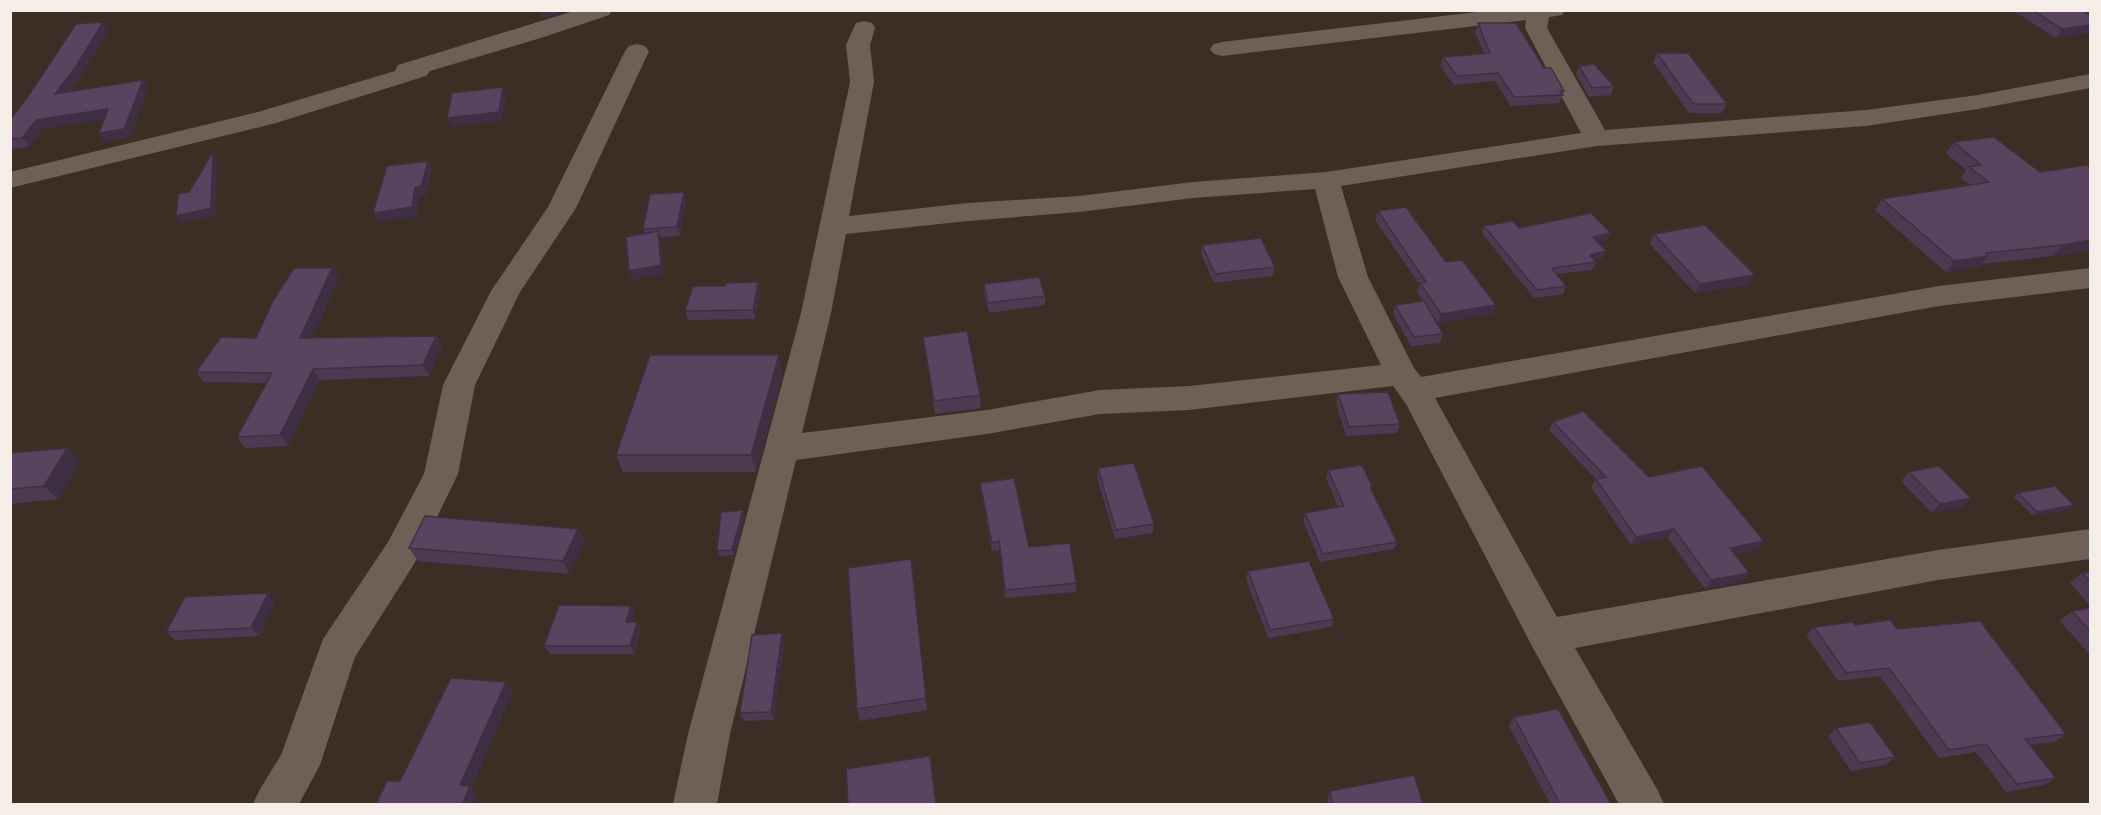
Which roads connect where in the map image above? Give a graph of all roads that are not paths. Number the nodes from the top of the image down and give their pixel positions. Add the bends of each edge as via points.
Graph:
1 (601, 10) edge
2 (1547, 11) edge
3 (864, 28) dead end
4 (1222, 49) dead end
5 (636, 51) dead end
6 (2091, 81) edge
7 (1596, 138) junction
8 (10, 180) edge
9 (1326, 180) junction
10 (833, 227) junction
11 (2091, 278) edge
12 (1406, 382) junction
13 (780, 449) junction
14 (2091, 544) edge
15 (1547, 636) junction
16 (275, 804) edge
17 (695, 804) edge
18 (1642, 804) edge

1 - 8 street via 412,70 375,87
2 - 4 street
2 - 7 street via 1536,28
3 - 10 street via 858,45 862,82
5 - 16 street via 562,208 506,291 459,385 441,474 401,553 337,651 299,765
6 - 7 street via 1866,118
7 - 9 street
9 - 10 street
9 - 12 street via 1353,277
10 - 13 street via 816,313
11 - 12 street via 1939,296
12 - 13 street via 1100,402 987,422
12 - 15 street
13 - 17 street
14 - 15 street via 1938,565
15 - 18 street

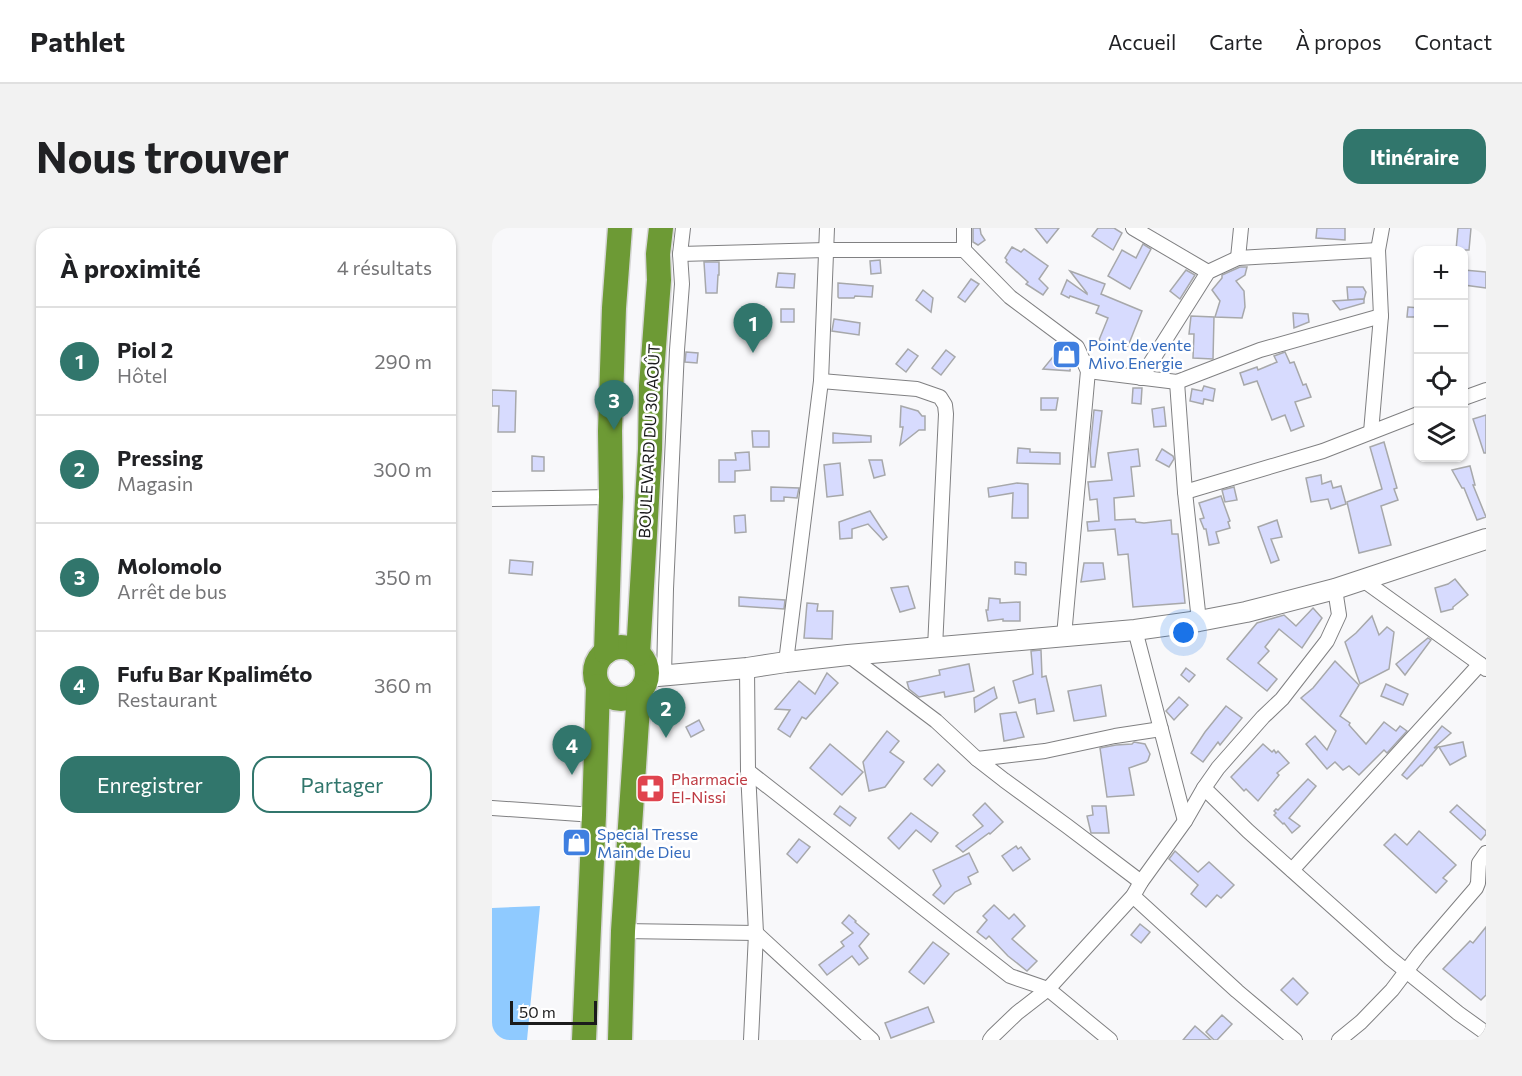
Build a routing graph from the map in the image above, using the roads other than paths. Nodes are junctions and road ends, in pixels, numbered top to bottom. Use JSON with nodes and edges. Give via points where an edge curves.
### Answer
{"nodes":[{"id":1,"x":620,"y":228,"type":"edge"},
{"id":2,"x":661,"y":228,"type":"edge"},
{"id":3,"x":683,"y":228,"type":"edge"},
{"id":4,"x":827,"y":228,"type":"edge"},
{"id":5,"x":964,"y":228,"type":"edge"},
{"id":6,"x":1133,"y":228,"type":"edge"},
{"id":7,"x":1241,"y":228,"type":"edge"},
{"id":8,"x":1382,"y":228,"type":"edge"},
{"id":9,"x":826,"y":250,"type":"junction"},
{"id":10,"x":964,"y":250,"type":"junction"},
{"id":11,"x":1378,"y":250,"type":"junction"},
{"id":12,"x":680,"y":254,"type":"junction"},
{"id":13,"x":1238,"y":258,"type":"junction"},
{"id":14,"x":1208,"y":272,"type":"junction"},
{"id":15,"x":1381,"y":316,"type":"junction"},
{"id":16,"x":1088,"y":371,"type":"junction"},
{"id":17,"x":1141,"y":378,"type":"junction"},
{"id":18,"x":821,"y":381,"type":"junction"},
{"id":19,"x":1177,"y":382,"type":"junction"},
{"id":20,"x":1486,"y":390,"type":"edge"},
{"id":21,"x":1468,"y":397,"type":"edge"},
{"id":22,"x":1414,"y":416,"type":"edge"},
{"id":23,"x":1371,"y":432,"type":"junction"},
{"id":24,"x":1185,"y":492,"type":"junction"},
{"id":25,"x":611,"y":497,"type":"junction"},
{"id":26,"x":492,"y":499,"type":"edge"},
{"id":27,"x":1486,"y":539,"type":"edge"},
{"id":28,"x":1363,"y":580,"type":"junction"},
{"id":29,"x":1335,"y":589,"type":"junction"},
{"id":30,"x":1199,"y":621,"type":"junction"},
{"id":31,"x":1136,"y":630,"type":"junction"},
{"id":32,"x":1064,"y":636,"type":"junction"},
{"id":33,"x":936,"y":648,"type":"junction"},
{"id":34,"x":606,"y":652,"type":"junction"},
{"id":35,"x":638,"y":654,"type":"junction"},
{"id":36,"x":848,"y":655,"type":"junction"},
{"id":37,"x":786,"y":662,"type":"junction"},
{"id":38,"x":1483,"y":667,"type":"edge"},
{"id":39,"x":747,"y":668,"type":"junction"},
{"id":40,"x":650,"y":682,"type":"junction"},
{"id":41,"x":598,"y":686,"type":"junction"},
{"id":42,"x":1161,"y":729,"type":"junction"},
{"id":43,"x":977,"y":759,"type":"junction"},
{"id":44,"x":748,"y":771,"type":"junction"},
{"id":45,"x":1204,"y":788,"type":"junction"},
{"id":46,"x":492,"y":808,"type":"edge"},
{"id":47,"x":594,"y":815,"type":"junction"},
{"id":48,"x":1185,"y":821,"type":"junction"},
{"id":49,"x":1486,"y":853,"type":"edge"},
{"id":50,"x":1292,"y":870,"type":"junction"},
{"id":51,"x":1141,"y":882,"type":"junction"},
{"id":52,"x":1132,"y":896,"type":"junction"},
{"id":53,"x":623,"y":931,"type":"junction"},
{"id":54,"x":756,"y":933,"type":"junction"},
{"id":55,"x":1406,"y":972,"type":"junction"},
{"id":56,"x":1048,"y":990,"type":"junction"},
{"id":57,"x":1486,"y":1033,"type":"edge"},
{"id":58,"x":584,"y":1040,"type":"edge"},
{"id":59,"x":620,"y":1040,"type":"edge"},
{"id":60,"x":751,"y":1040,"type":"edge"},
{"id":61,"x":872,"y":1040,"type":"edge"},
{"id":62,"x":990,"y":1040,"type":"edge"},
{"id":63,"x":1110,"y":1040,"type":"edge"},
{"id":64,"x":1295,"y":1040,"type":"edge"},
{"id":65,"x":1339,"y":1040,"type":"edge"}],
"edges":[{"from":1,"to":25,"type":"highway","name":"BOULEVARD DU 30 AOÛT","via":[[613,319]]},
{"from":2,"to":35,"type":"highway","name":"BOULEVARD DU 30 AOÛT"},
{"from":3,"to":12,"type":"street"},
{"from":4,"to":9,"type":"street"},
{"from":5,"to":10,"type":"street"},
{"from":6,"to":14,"type":"street"},
{"from":7,"to":13,"type":"street"},
{"from":8,"to":11,"type":"street"},
{"from":9,"to":10,"type":"street"},
{"from":9,"to":12,"type":"street"},
{"from":9,"to":18,"type":"street"},
{"from":10,"to":16,"type":"street","via":[[1010,297],[1077,347]]},
{"from":11,"to":13,"type":"street"},
{"from":11,"to":15,"type":"street"},
{"from":12,"to":40,"type":"street","via":[[682,284],[666,589]]},
{"from":13,"to":14,"type":"street"},
{"from":14,"to":17,"type":"street"},
{"from":15,"to":19,"type":"street","via":[[1260,350]]},
{"from":15,"to":23,"type":"street"},
{"from":16,"to":17,"type":"street"},
{"from":16,"to":32,"type":"street"},
{"from":17,"to":19,"type":"street"},
{"from":18,"to":33,"type":"street","via":[[916,389],[940,397],[945,405]]},
{"from":18,"to":37,"type":"street"},
{"from":19,"to":24,"type":"street"},
{"from":20,"to":21,"type":"street"},
{"from":22,"to":23,"type":"street"},
{"from":23,"to":24,"type":"street","via":[[1323,451]]},
{"from":24,"to":30,"type":"street"},
{"from":25,"to":26,"type":"street"},
{"from":25,"to":34,"type":"highway","name":"BOULEVARD DU 30 AOÛT"},
{"from":27,"to":28,"type":"street"},
{"from":28,"to":29,"type":"street"},
{"from":28,"to":38,"type":"street"},
{"from":29,"to":30,"type":"street"},
{"from":29,"to":45,"type":"street","via":[[1339,615],[1327,641]]},
{"from":30,"to":31,"type":"street"},
{"from":31,"to":32,"type":"street"},
{"from":31,"to":42,"type":"street"},
{"from":32,"to":33,"type":"street"},
{"from":33,"to":36,"type":"street"},
{"from":34,"to":35,"type":"highway","via":[[622,647]]},
{"from":34,"to":41,"type":"highway","via":[[595,671]]},
{"from":35,"to":40,"type":"highway"},
{"from":36,"to":37,"type":"street"},
{"from":36,"to":43,"type":"street","via":[[936,721]]},
{"from":37,"to":39,"type":"street"},
{"from":38,"to":50,"type":"street"},
{"from":39,"to":40,"type":"street"},
{"from":39,"to":44,"type":"street"},
{"from":40,"to":41,"type":"highway","via":[[626,699],[610,697]]},
{"from":40,"to":53,"type":"highway"},
{"from":41,"to":47,"type":"highway"},
{"from":42,"to":43,"type":"street","via":[[1045,751]]},
{"from":42,"to":48,"type":"street"},
{"from":43,"to":51,"type":"street"},
{"from":44,"to":54,"type":"street"},
{"from":44,"to":56,"type":"street","via":[[1010,976]]},
{"from":45,"to":48,"type":"street"},
{"from":45,"to":50,"type":"street"},
{"from":46,"to":47,"type":"street"},
{"from":47,"to":58,"type":"highway"},
{"from":48,"to":51,"type":"street"},
{"from":49,"to":55,"type":"street","via":[[1479,863],[1476,888]]},
{"from":50,"to":55,"type":"street"},
{"from":51,"to":52,"type":"street"},
{"from":52,"to":56,"type":"street"},
{"from":52,"to":64,"type":"street"},
{"from":53,"to":54,"type":"street"},
{"from":53,"to":59,"type":"highway"},
{"from":54,"to":60,"type":"street"},
{"from":54,"to":61,"type":"street"},
{"from":55,"to":57,"type":"street"},
{"from":55,"to":65,"type":"street","via":[[1361,1022]]},
{"from":56,"to":62,"type":"street"},
{"from":56,"to":63,"type":"street"}]}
================================
◆ Work item:
Reply with every line of the listing that has the string "Give".

◆ Your solution:
Which roads connect where in the map image above? Give a graph of all roads that are not paths. Number the nodes from the top of the image down and give their pixel positions. Add the bends of each edge as via points.
Build a routing graph from the map in the image above, using the roads other than paths. Nodes are junctions and road ends, in pixels, numbered top to bottom. Use JSON with nodes and edges. Give via points where an edge curves.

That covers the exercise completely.